Montreal Gazette

Ste-Justine fixes protocol on injections after deaths

- AARON DERFEL

Officials at Ste-Justine Hospital pledged on Monday that they’ve upgraded their safety protocols after a baby and a toddler died within weeks of each other in 2016 following medication errors involving injections of potassium.

In the first case, a two-and-a-halfmonth old girl suffering from dehydratio­n died on Nov. 18, 2016, after a nurse mistakenly injected her with a dose of potassium chloride that was 10 times greater than what was prescribed, coroner and physician Jacques Ramsay concluded in a report released Monday.

The excessive dose caused the girl to plunge into a cardiac arrest and to be wracked with convulsion­s from which she never recovered. In the second case, a 23-month-old cancer patient being treated for neuroblast­oma at the Côte-des-Neiges hospital died on Dec. 10 that same year after a nurse accidental­ly administer­ed an injection of potassium rather than saline to the boy.

Hours after the coroner made public the two reports, Ste-Justine — Quebec’s largest pediatric hospital — released a statement expressing its condolence­s to the families, and emphasized that it has since adopted strict protocols to prevent similar medication errors from recurring.

“We’re very saddened by these events not only with regard to the families but also with regard to the (medical) teams that were involved,” Dr. Marc Girard, SteJustine’s director of profession­al services, told the Montreal Gazette on Monday.

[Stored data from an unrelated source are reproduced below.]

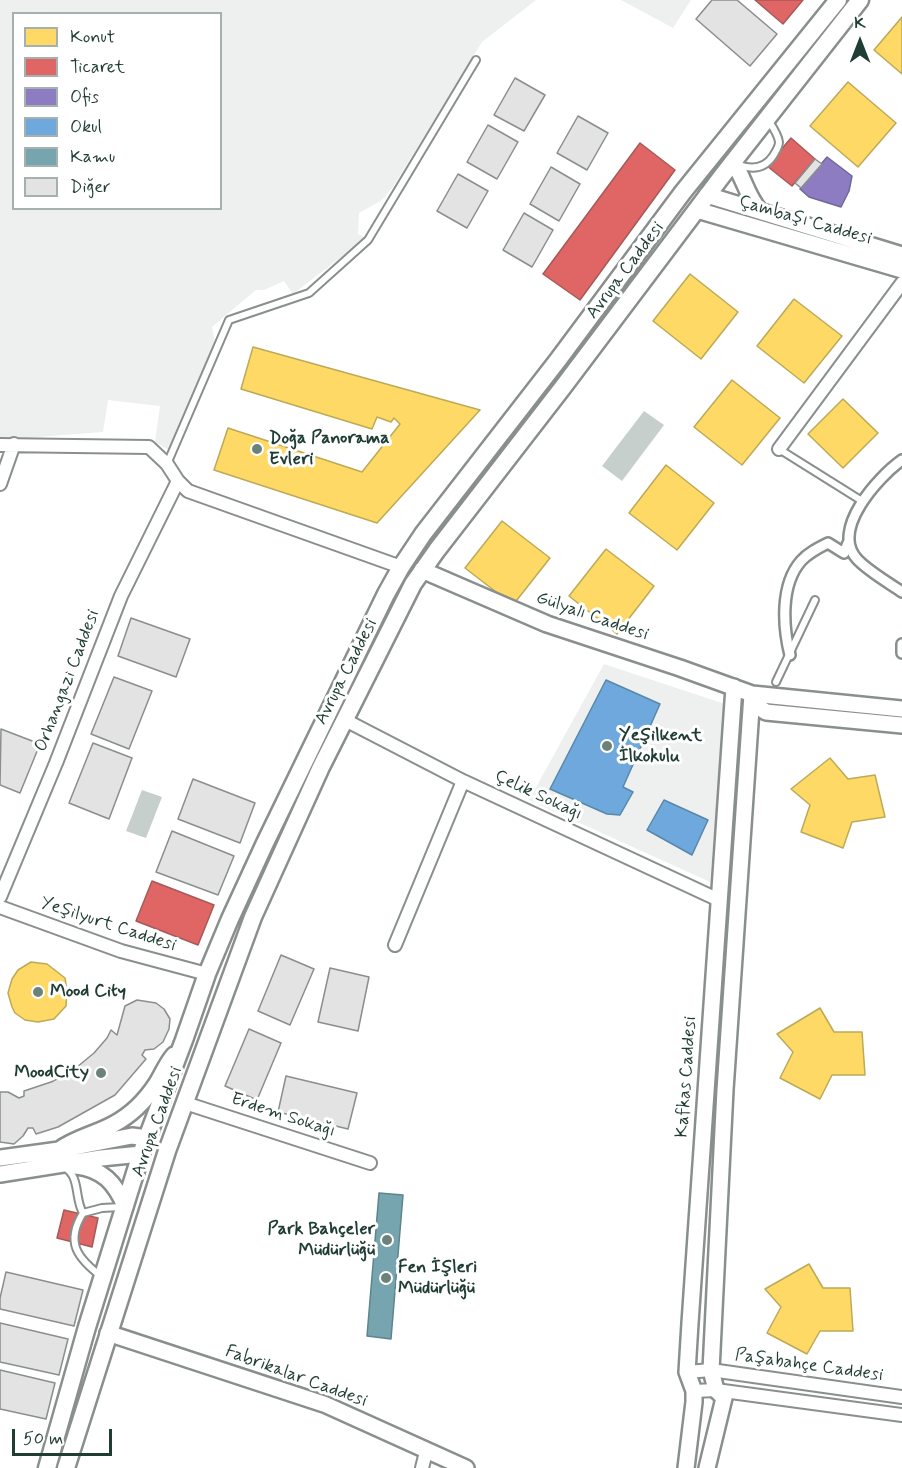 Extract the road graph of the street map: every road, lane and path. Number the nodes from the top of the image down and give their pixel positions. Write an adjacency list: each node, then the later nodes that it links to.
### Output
1 (838, 0): 6 (main road, Avrupa Caddesi)
2 (860, 0): 4 (main road, Avrupa Caddesi)
3 (476, 60): 17 (lane)
4 (767, 119): 5 (main road, Avrupa Caddesi); 5 (lane)
5 (733, 162): 7 (main road, Avrupa Caddesi); 9 (street)
6 (683, 192): 7 (main road); 8 (main road); 22 (main road, Avrupa Caddesi)
7 (708, 195): 8 (main road, Avrupa Caddesi); 9 (street, Çambaşı Caddesi)
8 (697, 210): 11 (street, Çambaşı Caddesi); 23 (main road, Avrupa Caddesi)
9 (760, 211): 10 (street, Çambaşı Caddesi)
10 (902, 255)
11 (902, 270)
12 (902, 283): 15 (street)
13 (14, 444): 14 (street); 17 (street); 19 (street)
14 (0, 445)
15 (779, 449): 20 (lane)
16 (902, 460): 20 (street)
17 (168, 464): 18 (street)
18 (178, 481): 22 (street); 36 (street, Orhangazi Caddesi)
19 (0, 484)
20 (862, 501): 21 (street)
21 (849, 543): 24 (street); 28 (street)
22 (401, 567): 40 (main road, Avrupa Caddesi)
23 (422, 570): 30 (street, Gülyalı Caddesi); 33 (main road, Avrupa Caddesi)
24 (902, 592)
25 (815, 600): 28 (lane)
26 (902, 644): 27 (street)
27 (902, 653)
28 (790, 656): 29 (lane)
29 (776, 682)
30 (734, 687): 31 (street, Gülyalı Caddesi); 37 (street, Kafkas Caddesi)
31 (752, 694): 32 (street, Gülyalı Caddesi); 34 (street, Gülyalı Caddesi); 54 (street)
32 (902, 709)
33 (345, 720): 35 (street, Çelik Sokağı); 42 (main road, Avrupa Caddesi)
34 (902, 725)
35 (464, 781): 37 (street, Çelik Sokağı); 39 (street)
36 (0, 897)
37 (719, 900): 55 (street, Kafkas Caddesi)
38 (1, 913): 40 (street, Yeşilyurt Caddesi)
39 (395, 945)
40 (207, 974): 41 (main road, Avrupa Caddesi)
41 (184, 1040): 43 (main road, Avrupa Caddesi); 46 (street)
42 (185, 1103): 44 (main road, Avrupa Caddesi); 48 (street, Erdem Sokağı)
43 (147, 1138): 44 (main road); 45 (main road, Avrupa Caddesi); 46 (street)
44 (167, 1151): 45 (main road); 53 (main road, Avrupa Caddesi)
45 (141, 1154): 46 (street); 50 (main road, Avrupa Caddesi)
46 (60, 1157): 47 (street); 49 (street); 50 (street); 51 (lane)
47 (0, 1158)
48 (370, 1163)
49 (0, 1174)
50 (125, 1206): 51 (lane); 52 (main road, Avrupa Caddesi)
51 (83, 1213): 52 (lane)
52 (103, 1277): 61 (main road, Avrupa Caddesi)
53 (108, 1333): 60 (street, Fabrikalar Caddesi); 62 (main road, Avrupa Caddesi)
54 (711, 1370): 55 (street, Paşabahçe Caddesi); 56 (street); 58 (street, Paşabahçe Caddesi)
55 (687, 1372): 57 (street, Kafkas Caddesi)
56 (716, 1390): 57 (street); 59 (street); 66 (street)
57 (694, 1391): 65 (street, Kafkas Caddesi)
58 (902, 1397)
59 (902, 1415)
60 (426, 1452): 63 (street); 64 (street, Fabrikalar Caddesi)
61 (48, 1468)
62 (66, 1468)
63 (422, 1468)
64 (466, 1468)
65 (686, 1468)
66 (707, 1468)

Girard declined to say whether the nurses who made the errors have been discipline­d, but he did note that staff “have been met with individual­ly and collective­ly and we’ve followed up with them.”

Under the new protocols, a prescripti­on of potassium will have to be verified in writing by both a pharmacist and a nurse before it’s injected into a patient.

“As you know, when we administer a medication there are several steps,” Girard explained. “It starts with the prescripti­on, then the preparatio­n and finally the administra­tion of the medication. At each of those steps, we’ve increased our control processes.

“The (prescripti­ons) have to be checked by two profession­als, a pharmacist and a nurse,” he added. “Since then, we have not had any incidents.”

Protocols have also been strengthen­ed for other medication­s at Ste-Justine. What’s more, the hospital delivered a video conference on medication safety last month to health profession­als across the province.

The coroner observed that Kaylynn Mianscum-Kelly, born on Aug. 27, 2016, was scheduled to undergo heart surgery at Ste-Justine in late November when she started to vomit and suffer from diarrhea on the evening of Nov. 17.

A medical resident decided to rehydrate Kaylynn with an intravenou­s solution containing sterilized water with some sugar, salt and potassium.

However, out of habit, the nurse used an IV device, Buretrol, and miscalcula­ted the dosage of potassium by 10 times.

In the second case, Ghali Chorfi was being treated for metastatic neuroblast­oma, which had attacked one of his kidneys, that had been responding to treatment. On Dec. 10, 2016, the boy was given medication as part of that treatment and, after that was finished, he was supposed to receive a routine injection of saline to rinse out his vein.

The child reacted almost immediatel­y to the potassium injection, his pulse stopping and his limbs flailing as he went into cardiac arrest.

The nurse and other staff began resuscitat­ion procedures on the boy, and a blood test conducted 15 minutes after the injection found dangerousl­y high levels of potassium in his system.

While medical personnel eventually succeeded in reducing the presence of potassium, the cardiac arrest and the effects of the resuscitat­ion procedures took their toll and the child died that day.

The coroner concluded that the child had been inadverten­tly injected with potassium rather than saline, causing him to go into cardiac arrest.

Ramsay made it clear in his report that there is no evidence the death was the result of anything other than an accident.

In his recommenda­tions, Ramsay noted that Ste-Justine Hospital had already undertaken measures to ensure such incidents are not repeated.

But at the same time, he drew attention to the fact that the Institute for Safe Medication Practices in Toronto had published stringent guidelines on the use of potassium in 2006.

The (prescripti­ons) have to be checked by two profession­als, a pharmacist and a nurse. Since then, we have not had any incidents.